The function extractBranches is a much simplified version of extractClusters that only relies on the parameter |E|min (the minimum number of edges for LD-clusters) which essentially determines how many branches are allowed in a tree. Then all branches are considered as LD-clusters, thus lower |E|min values lead to many smaller and more strongly correlated LD-clusters and conversely higher |E|min values lead to fewer but larger LD-clusters where loci will on average be less correlated. Smaller clusters potentially have stronger correlations with traits of interest (in GWAS) but also more conservative corrections for multiple testing and vice versa.

For more details please see https://www.biorxiv.org/content/10.1101/2021.01.26.428263v1, in particular Supporting Methods 4 to understand the trade off between high/low parameter settings for |E|min. Please note that in this paper LDna-1 is equivalent to LDnClusteringEL

For questions, email me at [email protected]

For small data sets an getting famliar with LDna basics, I still recommend checking out v.0.64!

###Installing

With devtools (accessible from CRAN) LDna can be installed by:

devtools::install_github("petrikemppainen/LDna", ref = 'v2.0')

This downloads the source directly from github and builds the vignettes and thus requires LaTeX to be installed on your computer.

Alternatively, download the source file (LDna_v2.0.tar.gz) directly and install by:

install.packages("/path_to/source_file", repos = NULL, type = "source")

Please install and follow package documentation (includes two tutorials) for more information.

###Version history

v.63 was used for LDnClustering (https://www.ncbi.nlm.nih.gov/pubmed/29673105).

There’s an implementation that takes a path to a folder with vcf files (one for each chromosome) as input (LDnClusteringVCF). Both this and LDnClustering (which requires a snp and a map file) now also choose one SNP from each cluster based on either the locus with highest intra cluster median LD or creates a consensus SNP based on all the SNPs from the cluster. These can be anlysed with any GWAS methods that take SNP data as input. As long as LD thresholds are high (i.e. SNPs are strongly correlated within each cluster) this should work fine. With low threshold settings for LD the PC method is expected to better capture the information from each cluster, but this has not been tested properly yet.

There’s some example code on how to use emmax for LD-clustered data. Tutorials are still in progress.

LDnClustering now removes all edges below LD_threshold1 and decomposes this graph (essentially performing single linkage clustering) and in the resulting sub-clusters LDnClustering performs complete linkage clustering and recursively finds clades where median LD is below LD_threshold2. In this way the hireachichal clustering does not have to be done on the whole tree (window) but in the sub-clusters instead. Also, the recursive step to find relevant clades means that less singleton clusters are produced compared to the original implementation.
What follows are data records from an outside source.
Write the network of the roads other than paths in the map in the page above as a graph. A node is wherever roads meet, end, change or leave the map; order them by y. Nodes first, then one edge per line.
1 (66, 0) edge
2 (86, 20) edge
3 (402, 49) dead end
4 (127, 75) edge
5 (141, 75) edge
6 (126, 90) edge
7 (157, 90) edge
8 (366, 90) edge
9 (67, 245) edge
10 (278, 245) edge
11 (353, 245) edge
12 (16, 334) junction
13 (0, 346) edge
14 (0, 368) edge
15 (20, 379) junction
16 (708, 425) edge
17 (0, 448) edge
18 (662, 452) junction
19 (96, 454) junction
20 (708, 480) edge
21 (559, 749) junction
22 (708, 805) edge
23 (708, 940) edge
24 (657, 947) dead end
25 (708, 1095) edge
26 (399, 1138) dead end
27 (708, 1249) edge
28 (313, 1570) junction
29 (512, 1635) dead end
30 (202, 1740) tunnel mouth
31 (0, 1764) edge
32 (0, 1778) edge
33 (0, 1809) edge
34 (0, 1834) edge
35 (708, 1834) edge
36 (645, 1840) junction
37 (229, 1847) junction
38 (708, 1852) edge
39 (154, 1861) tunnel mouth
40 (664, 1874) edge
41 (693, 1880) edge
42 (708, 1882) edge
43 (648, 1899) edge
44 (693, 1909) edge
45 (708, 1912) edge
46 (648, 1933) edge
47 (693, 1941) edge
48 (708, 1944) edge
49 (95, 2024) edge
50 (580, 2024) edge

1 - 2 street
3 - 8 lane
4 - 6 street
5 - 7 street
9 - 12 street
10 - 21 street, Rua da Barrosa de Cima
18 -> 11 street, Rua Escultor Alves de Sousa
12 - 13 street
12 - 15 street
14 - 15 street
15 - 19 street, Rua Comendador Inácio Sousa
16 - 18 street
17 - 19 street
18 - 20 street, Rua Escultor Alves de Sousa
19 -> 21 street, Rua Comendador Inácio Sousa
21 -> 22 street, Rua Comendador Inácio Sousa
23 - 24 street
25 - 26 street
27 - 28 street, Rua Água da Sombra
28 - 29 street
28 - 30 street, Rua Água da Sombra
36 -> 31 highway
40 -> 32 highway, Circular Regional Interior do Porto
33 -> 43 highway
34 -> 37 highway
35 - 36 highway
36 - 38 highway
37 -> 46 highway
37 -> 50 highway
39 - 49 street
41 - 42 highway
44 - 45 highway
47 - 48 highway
As of v.653 I have added the possibility multithreading for LDnClusteringVCF (where a folder with “vcf.gz” files can be specified, one file for each chromosome/linkage group) and improved speed. We also added the possibility to use pre-calculated pairwise LD values in the form of edge lists (first column=locus 1, second column=locus 2, and the column where the r^2 value for this pairwise comparison can be given by LD_column) as input (LDnClusteringEL). We use this for instance when we estimate r^2 from genotype likelihoods.
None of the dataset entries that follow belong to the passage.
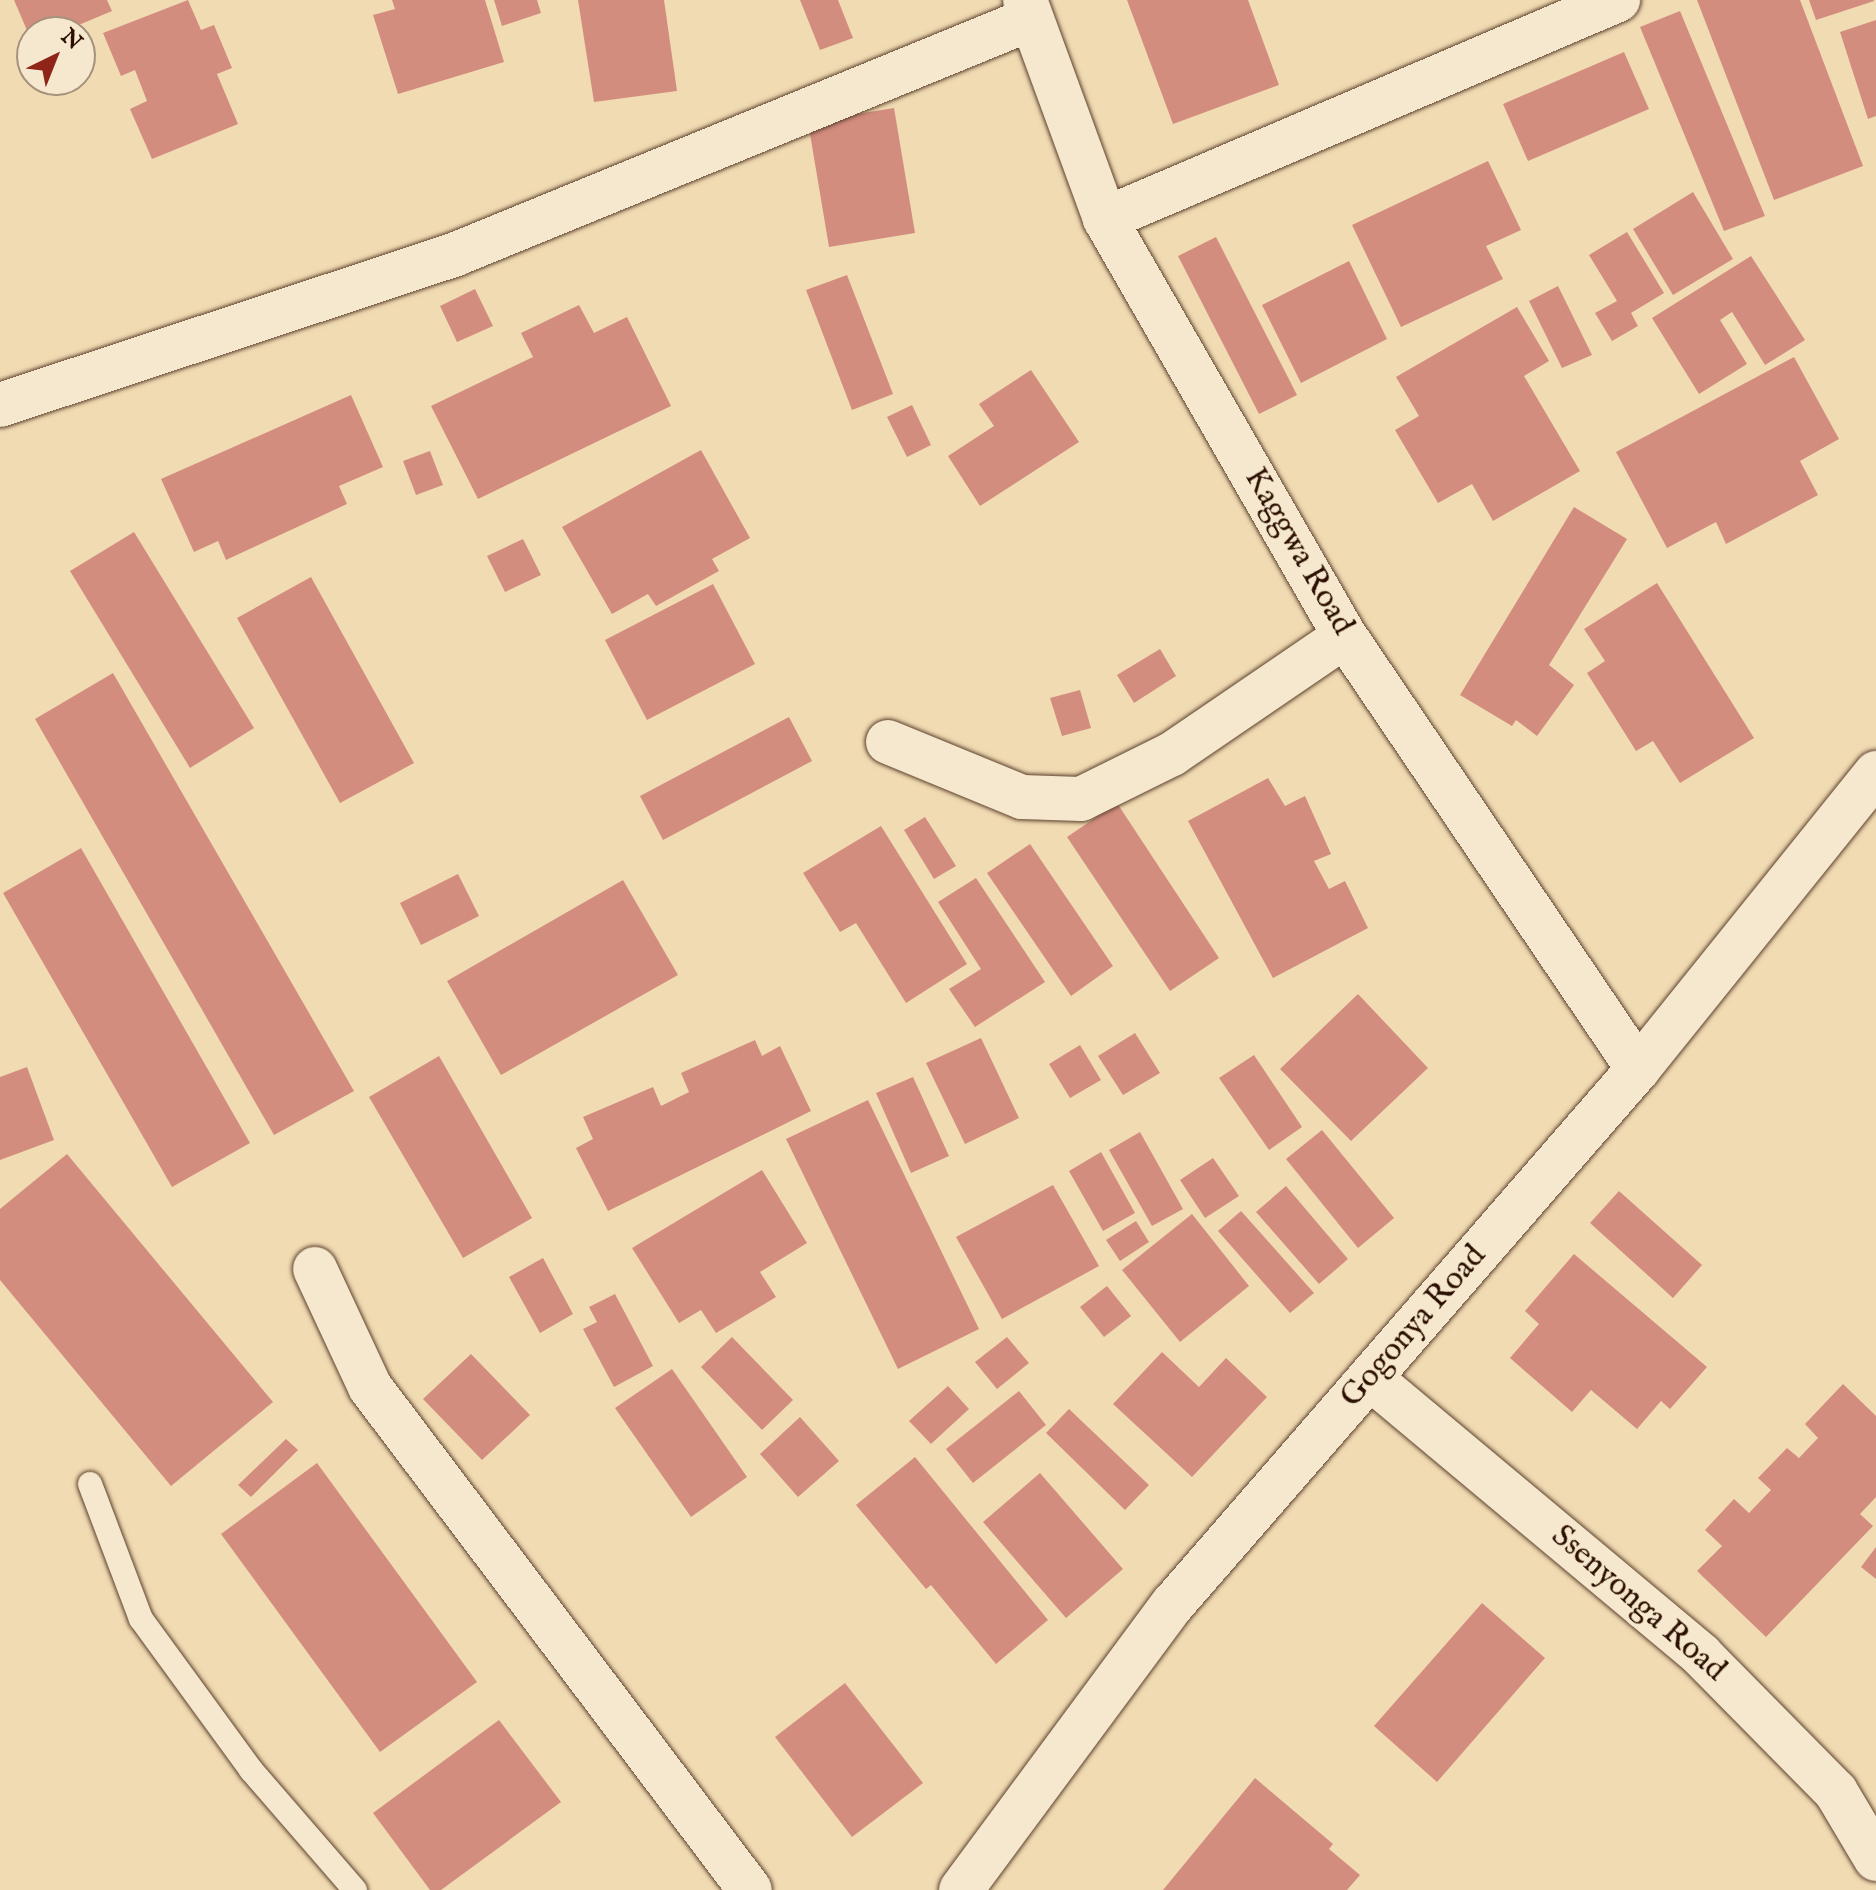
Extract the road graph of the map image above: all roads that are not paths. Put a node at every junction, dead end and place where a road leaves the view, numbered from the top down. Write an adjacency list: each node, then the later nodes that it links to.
1 (1618, 0): 3 (street)
2 (1026, 10): 3 (street, Kaggwa Road); 4 (street)
3 (1105, 219): 5 (street, Kaggwa Road)
4 (0, 405)
5 (1345, 636): 6 (street); 8 (street, Kaggwa Road)
6 (888, 742)
7 (1876, 773): 8 (street, Gogonya Road)
8 (1638, 1069): 10 (street, Gogonya Road)
9 (315, 1269): 14 (street)
10 (1370, 1378): 12 (street, Ssenyonga Road); 15 (street, Gogonya Road)
11 (90, 1484): 13 (lane)
12 (1876, 1859)
13 (355, 1890)
14 (750, 1890)
15 (961, 1890)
As of v.7 I have added “branch traversal” to function “extractClusters”, Branch traversal means that as long as a branch contains outliers, the outlier clusters (SOC or COC) that is closest to the base of the branch is selected as the outlier cluster. This ensures that a wide range threshold values for \eqn{\lambda} gives similar results.

This version does no longer contain the original vignettes as they don’t work anymore with the updated code. See examples for each function instead. The vignettes are still aveailable from prevous versions.